FIGURE 3 Pereira sutures
The Pereira sutures combine longitudinal and transverse sutures placed as a series of bites into the submucosal myometrium. The sutures do not enter the uterine cavity. The longitudinal sutures begin and end at the level of the transverse suture closest to the cervix. Avoid damage to blood vessels and the ureters when placing the transverse sutures. Two longitudinal sutures and three transverse sutures are pictured in this figure.

Combination treatment

Consider combining a uterine compression suture with either:

  • placement of an intrauterine balloon, the so-called uterine sandwich,4 or
  • uterine devascularization sutures (O’Leary ligation of branches of uterine artery and ligation of the uterine-ovarian arteries).

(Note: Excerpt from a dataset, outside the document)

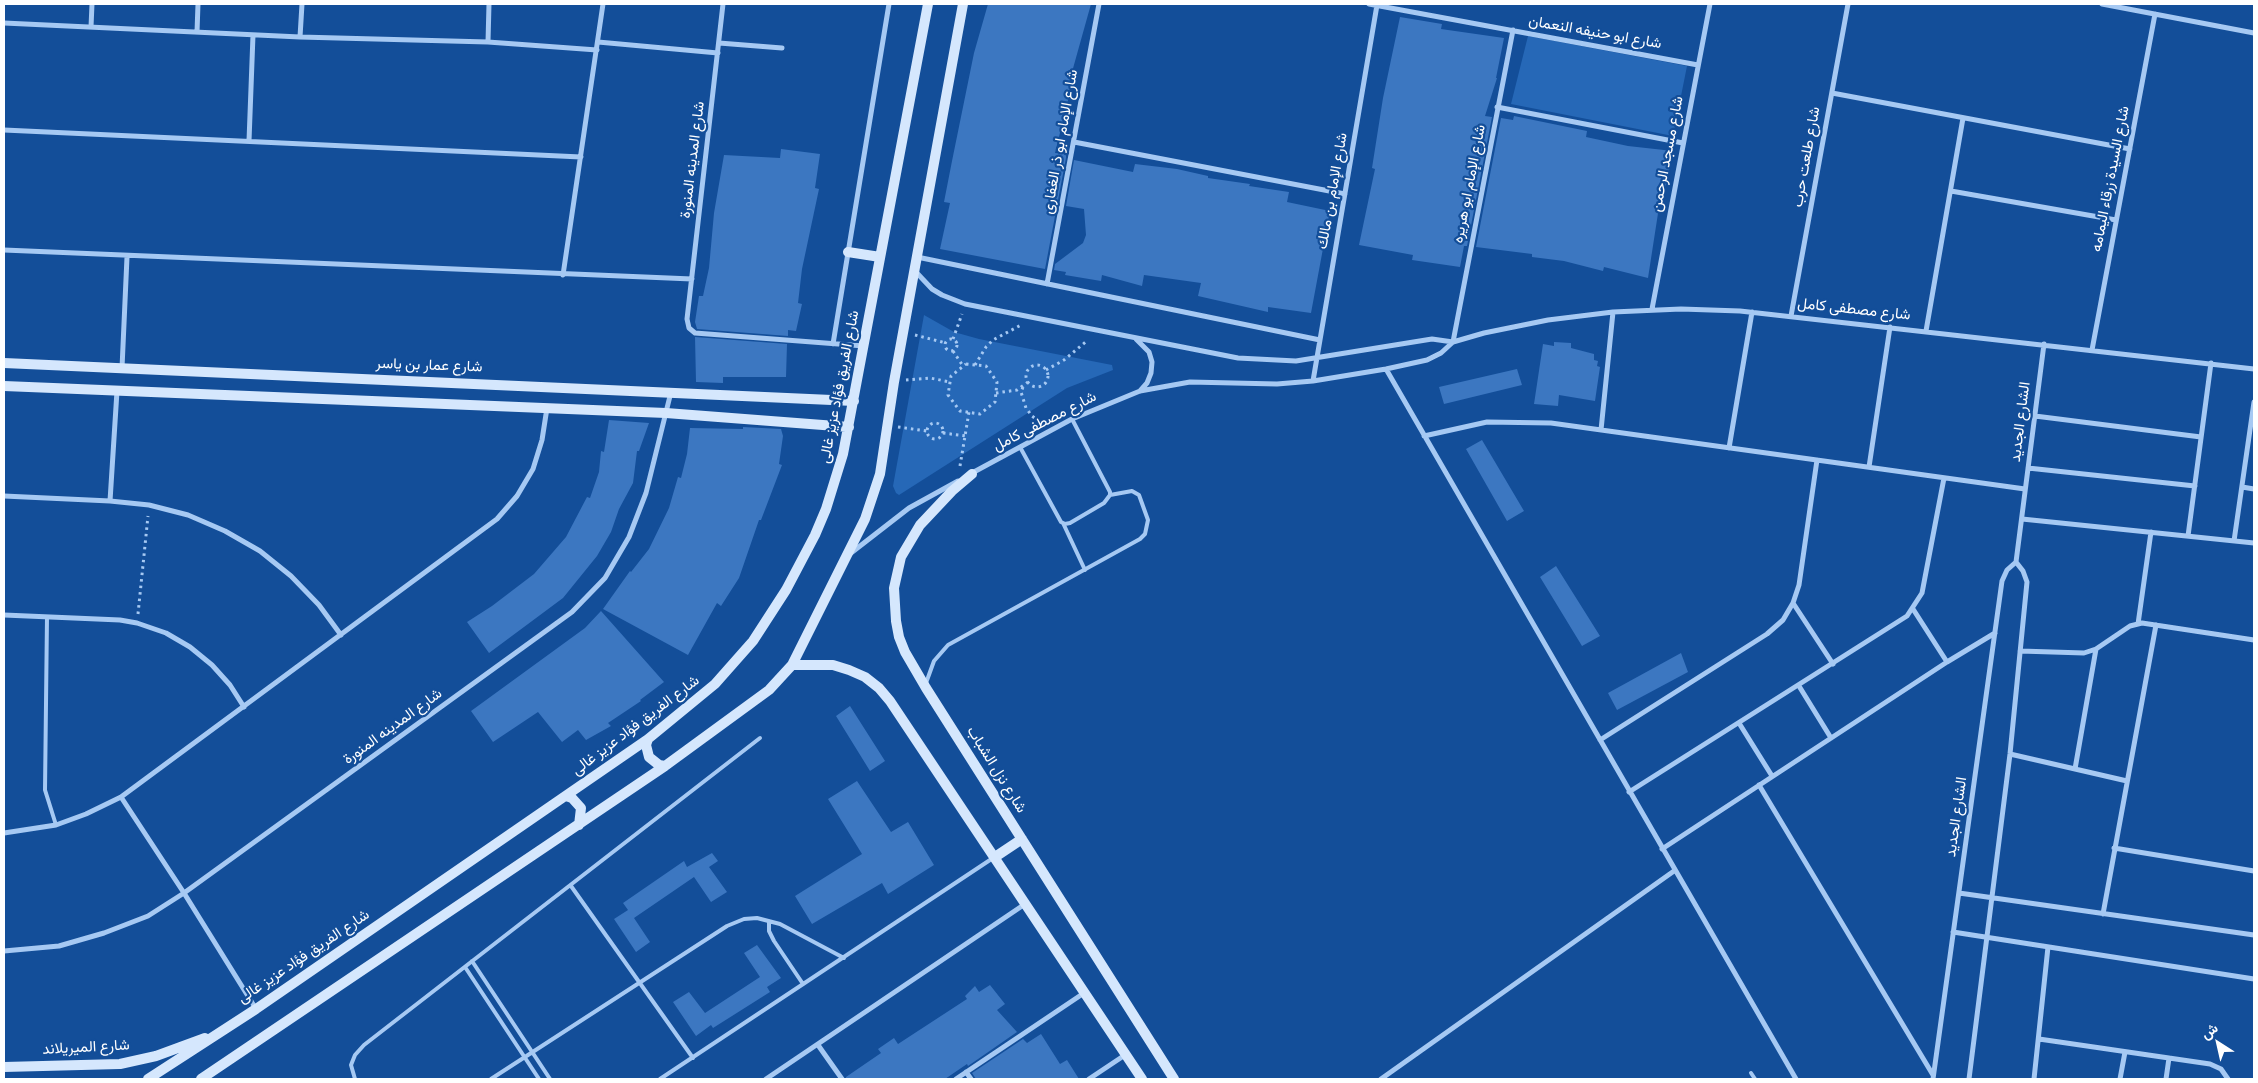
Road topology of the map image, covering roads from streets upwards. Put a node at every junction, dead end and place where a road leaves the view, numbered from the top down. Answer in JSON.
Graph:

It’s important to note that the combination of a uterine compression suture with devascularization sutures may be associated with a higher rate of uterine ischemia and myometrial necrosis than the combination of compression sutures with an intrauterine balloon.5

Placing the B-Lynch suture

The B-Lynch suture (FIGURE 1) is placed with the following steps:

1) Take bites on either side of the right edge of the hysterotomy incision (A and B). These bites are placed approximately 3 cm from the edge of the hysterotomy incision.
2) Loop the suture around the fundus and reenter the uterus through the posterior uterine wall at point C, which is directly below point B.
3) Pull the suture tightly, but do not tear into the myometrium.
4) Exit the posterior wall of the uterus through point D.
5) Loop the suture over the uterine fundus.
6) Anchor the suture in the lower uterine segment by taking bites on either side of the left edge of the uterine hysterotomy incision (E and F).
7) Pull the two ends of the suture tight while an assistant simultaneously squeezes the uterus to aid compression.
8) Place a surgical knot while the assistant continues to compress the uterus.
9) Close the lower uterine segment in the usual manner. B-Lynch1 advised that if there is excessive bleeding from a specific area of the uterus (possible placenta accreta) that a figure-of-8 stitch should be placed through that area of the uterus prior to placing the compression suture.